-- Pose estimation data --
====

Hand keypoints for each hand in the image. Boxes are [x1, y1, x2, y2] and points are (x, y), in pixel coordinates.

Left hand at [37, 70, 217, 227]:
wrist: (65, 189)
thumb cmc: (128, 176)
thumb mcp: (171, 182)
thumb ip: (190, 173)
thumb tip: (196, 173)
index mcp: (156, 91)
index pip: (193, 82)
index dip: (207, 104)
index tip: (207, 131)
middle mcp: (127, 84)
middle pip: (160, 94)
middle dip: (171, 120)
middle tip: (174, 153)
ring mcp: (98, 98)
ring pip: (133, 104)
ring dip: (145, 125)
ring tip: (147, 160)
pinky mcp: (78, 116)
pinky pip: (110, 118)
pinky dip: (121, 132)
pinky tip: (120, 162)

====

-- What this task involves --
Which lines of the data include the string "thumb"? Copy each of them.

-- Written solution --
thumb cmc: (128, 176)
thumb mcp: (171, 182)
thumb ip: (190, 173)
thumb tip: (196, 173)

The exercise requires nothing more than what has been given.